The year was 1968. I was working the 4 to 12 at the NY #2 office of AT&T, which was located at 32 Avenue of the Americas, just south of Canal St. near NY's China Town. It was just about 11:30 PM when I received a system alarm on a NY to Kingston NY "ON" Carrier Ssytem. Believe me, they don't make those anymore. Anyway, the clanger alarm got my attention, so I began investigating its source. To make a long story short, the system was knocked down on purposes by a NY Telephone transmissionman who was stuck atop a pole is sub-freezing weather, with a large, persistent bear at its base. He'd been there for about an hour, he said, and wouldn't leave. So I alerted the local town constable who came to the rescue ... ... at 'round 2AM. The bear stayed there for the entire time, and the guy on the pole was near frost-bitten when all was said and done. Anyway, I got a couple hours of overtime out of the deal, if memory serves me right. ========= On Sun, 11 Jul 2004 12:07 , 'Marshall Eubanks' <tme@multicasttech.com> sent:
Cats and Spiders, Ha !
I was involved with the construction of a radio telescope in the Spitzbergen settlement of Ny Alesund, Norway (78 degrees 56 minutes north).
http://www.jb.man.ac.uk/vlbi/images/telbig/nyales.gif
Staff were assigned Colt 45 revolvers because the area was frequented by Polar Bears - up to 400 kilos, able to run faster than a person, and (so I was told) with an annoying habit of appearing between you and the front door if you went to take out the garbage. Just about every year they would get a trekker or two.
Reliance Infocomm is installing 80,000 km of fiber in India. I wonder if they have any tiger stories.
Marshall
On Sat, 10 Jul 2004 21:44:06 -0700 "Aaron Thomas" athomas@deltacable.com> wrote:
Since we are on the topic of animal encounters related to being 'on the job'...
I once worked as a cable installer for the same company I work for today. I was running a new cable outlet for a customer in an older farm house in a rural part of our serving area. This big old farm house had a lot of cats at one time or another, as I was about to find out. I entered the crawlspace, which was quite spacious as far as crawl spaces go, and the opening was large enough I didn't have to bring my flashlight out right away. As I ventured into the back of the house, I started feeling something crunchy, yet soft, as I crawled in... I reached to my belt for my flash light and had a look... I was smack dab in the middle of anywhere between 200 - 400 bird skeletons and feathers.

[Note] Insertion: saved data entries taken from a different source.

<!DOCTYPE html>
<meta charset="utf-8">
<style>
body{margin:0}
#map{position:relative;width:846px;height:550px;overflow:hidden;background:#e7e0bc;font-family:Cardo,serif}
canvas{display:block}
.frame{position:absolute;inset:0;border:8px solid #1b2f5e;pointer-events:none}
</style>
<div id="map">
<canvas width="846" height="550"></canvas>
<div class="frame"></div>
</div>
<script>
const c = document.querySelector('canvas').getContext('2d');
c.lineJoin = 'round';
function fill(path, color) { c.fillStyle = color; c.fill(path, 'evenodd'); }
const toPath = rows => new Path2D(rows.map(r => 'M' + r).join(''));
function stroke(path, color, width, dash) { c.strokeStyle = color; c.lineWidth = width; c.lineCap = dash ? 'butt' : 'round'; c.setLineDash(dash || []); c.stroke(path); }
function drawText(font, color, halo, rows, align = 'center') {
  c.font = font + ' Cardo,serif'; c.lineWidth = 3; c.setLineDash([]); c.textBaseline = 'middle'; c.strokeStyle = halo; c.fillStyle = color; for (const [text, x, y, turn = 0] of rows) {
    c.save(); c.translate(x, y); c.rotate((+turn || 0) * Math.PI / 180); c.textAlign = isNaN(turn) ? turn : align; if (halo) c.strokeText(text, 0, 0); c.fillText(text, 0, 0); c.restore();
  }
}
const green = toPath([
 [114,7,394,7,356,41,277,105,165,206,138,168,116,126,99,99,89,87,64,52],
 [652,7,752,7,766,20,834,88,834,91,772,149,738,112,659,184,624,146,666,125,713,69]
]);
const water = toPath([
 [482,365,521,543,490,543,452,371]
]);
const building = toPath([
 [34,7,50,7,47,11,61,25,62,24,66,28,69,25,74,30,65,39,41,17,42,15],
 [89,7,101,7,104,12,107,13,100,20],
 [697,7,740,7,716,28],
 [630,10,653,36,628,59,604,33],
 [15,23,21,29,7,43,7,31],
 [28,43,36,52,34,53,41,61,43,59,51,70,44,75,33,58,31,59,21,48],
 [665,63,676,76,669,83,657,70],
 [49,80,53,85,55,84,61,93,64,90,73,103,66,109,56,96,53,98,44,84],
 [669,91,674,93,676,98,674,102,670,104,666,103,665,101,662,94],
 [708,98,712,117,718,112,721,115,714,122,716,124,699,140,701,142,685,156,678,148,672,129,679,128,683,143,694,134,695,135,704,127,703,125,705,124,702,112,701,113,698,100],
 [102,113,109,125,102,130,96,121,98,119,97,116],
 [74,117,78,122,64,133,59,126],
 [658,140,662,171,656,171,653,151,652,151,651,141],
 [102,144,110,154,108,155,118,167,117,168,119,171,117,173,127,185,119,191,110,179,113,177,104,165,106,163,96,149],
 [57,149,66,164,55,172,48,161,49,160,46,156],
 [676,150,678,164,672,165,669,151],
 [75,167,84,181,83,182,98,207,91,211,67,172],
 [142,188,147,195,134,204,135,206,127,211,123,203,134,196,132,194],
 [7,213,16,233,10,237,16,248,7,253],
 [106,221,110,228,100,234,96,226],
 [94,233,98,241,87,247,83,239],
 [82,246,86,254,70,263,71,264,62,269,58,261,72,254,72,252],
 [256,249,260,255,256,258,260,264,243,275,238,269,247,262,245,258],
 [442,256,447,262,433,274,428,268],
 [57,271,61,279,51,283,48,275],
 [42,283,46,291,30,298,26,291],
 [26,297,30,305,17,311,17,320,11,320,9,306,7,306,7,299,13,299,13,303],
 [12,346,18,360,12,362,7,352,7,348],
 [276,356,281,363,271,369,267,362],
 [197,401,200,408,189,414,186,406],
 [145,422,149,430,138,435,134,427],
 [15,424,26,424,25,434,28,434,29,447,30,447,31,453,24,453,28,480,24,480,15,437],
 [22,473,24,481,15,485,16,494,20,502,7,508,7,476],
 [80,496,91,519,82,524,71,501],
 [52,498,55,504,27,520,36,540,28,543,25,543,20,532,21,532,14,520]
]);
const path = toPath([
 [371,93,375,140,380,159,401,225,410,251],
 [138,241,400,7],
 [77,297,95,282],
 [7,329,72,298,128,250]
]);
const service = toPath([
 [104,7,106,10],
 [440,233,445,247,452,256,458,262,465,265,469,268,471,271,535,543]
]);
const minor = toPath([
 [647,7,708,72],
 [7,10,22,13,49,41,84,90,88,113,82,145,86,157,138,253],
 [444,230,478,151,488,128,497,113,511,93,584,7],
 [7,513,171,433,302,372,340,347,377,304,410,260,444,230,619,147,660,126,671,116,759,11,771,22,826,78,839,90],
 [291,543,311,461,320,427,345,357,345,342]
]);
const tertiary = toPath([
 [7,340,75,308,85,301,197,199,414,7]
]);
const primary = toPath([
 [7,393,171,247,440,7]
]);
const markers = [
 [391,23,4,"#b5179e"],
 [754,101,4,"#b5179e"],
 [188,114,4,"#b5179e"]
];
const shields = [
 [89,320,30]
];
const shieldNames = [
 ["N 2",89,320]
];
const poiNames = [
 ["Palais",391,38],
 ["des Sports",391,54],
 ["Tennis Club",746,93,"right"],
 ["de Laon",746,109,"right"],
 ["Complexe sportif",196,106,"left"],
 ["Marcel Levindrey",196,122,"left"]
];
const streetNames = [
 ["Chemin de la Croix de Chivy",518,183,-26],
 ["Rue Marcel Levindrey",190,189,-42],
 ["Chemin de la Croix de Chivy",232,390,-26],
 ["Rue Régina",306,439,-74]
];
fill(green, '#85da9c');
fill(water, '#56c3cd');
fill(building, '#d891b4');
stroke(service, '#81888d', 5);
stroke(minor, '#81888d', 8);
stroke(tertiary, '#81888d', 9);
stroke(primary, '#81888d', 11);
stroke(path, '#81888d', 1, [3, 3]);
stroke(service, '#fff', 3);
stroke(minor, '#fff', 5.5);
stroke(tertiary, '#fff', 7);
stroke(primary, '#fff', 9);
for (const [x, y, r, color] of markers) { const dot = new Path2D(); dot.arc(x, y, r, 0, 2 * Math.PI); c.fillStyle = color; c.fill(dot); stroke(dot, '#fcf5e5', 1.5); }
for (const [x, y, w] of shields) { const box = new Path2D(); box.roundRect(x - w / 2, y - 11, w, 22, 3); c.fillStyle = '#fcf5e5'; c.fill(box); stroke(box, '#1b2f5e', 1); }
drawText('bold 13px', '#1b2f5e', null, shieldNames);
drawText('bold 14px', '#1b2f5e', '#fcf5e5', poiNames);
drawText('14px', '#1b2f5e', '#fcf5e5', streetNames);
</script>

I had a small problem with crawlspaces before then due to a large spider infestation... But guess what I think of them now. Can't get me inside them unless they are brand new.
My 2 cents
Aaron
-----Original Message----- From: owner-nanog@merit.edu [owner-nanog@merit.edu','','','')">owner-nanog@merit.edu] On Behalf Of Eric Brunner-Williams Sent: July 9, 2004 6:29 AM To: Deepak Jain Cc: Richard Welty; nanog list; brunner@nic-naa.net Subject: Re: OT: Re: Critters
My first daughter's pet rabbit re-wired my apartment network, power and data.
At SRI in Menlo Park, the squirrels were always keen for that tasty grey cable whenever it was run where they could get it.
I wish I had a moose-and-cable story. Sorry.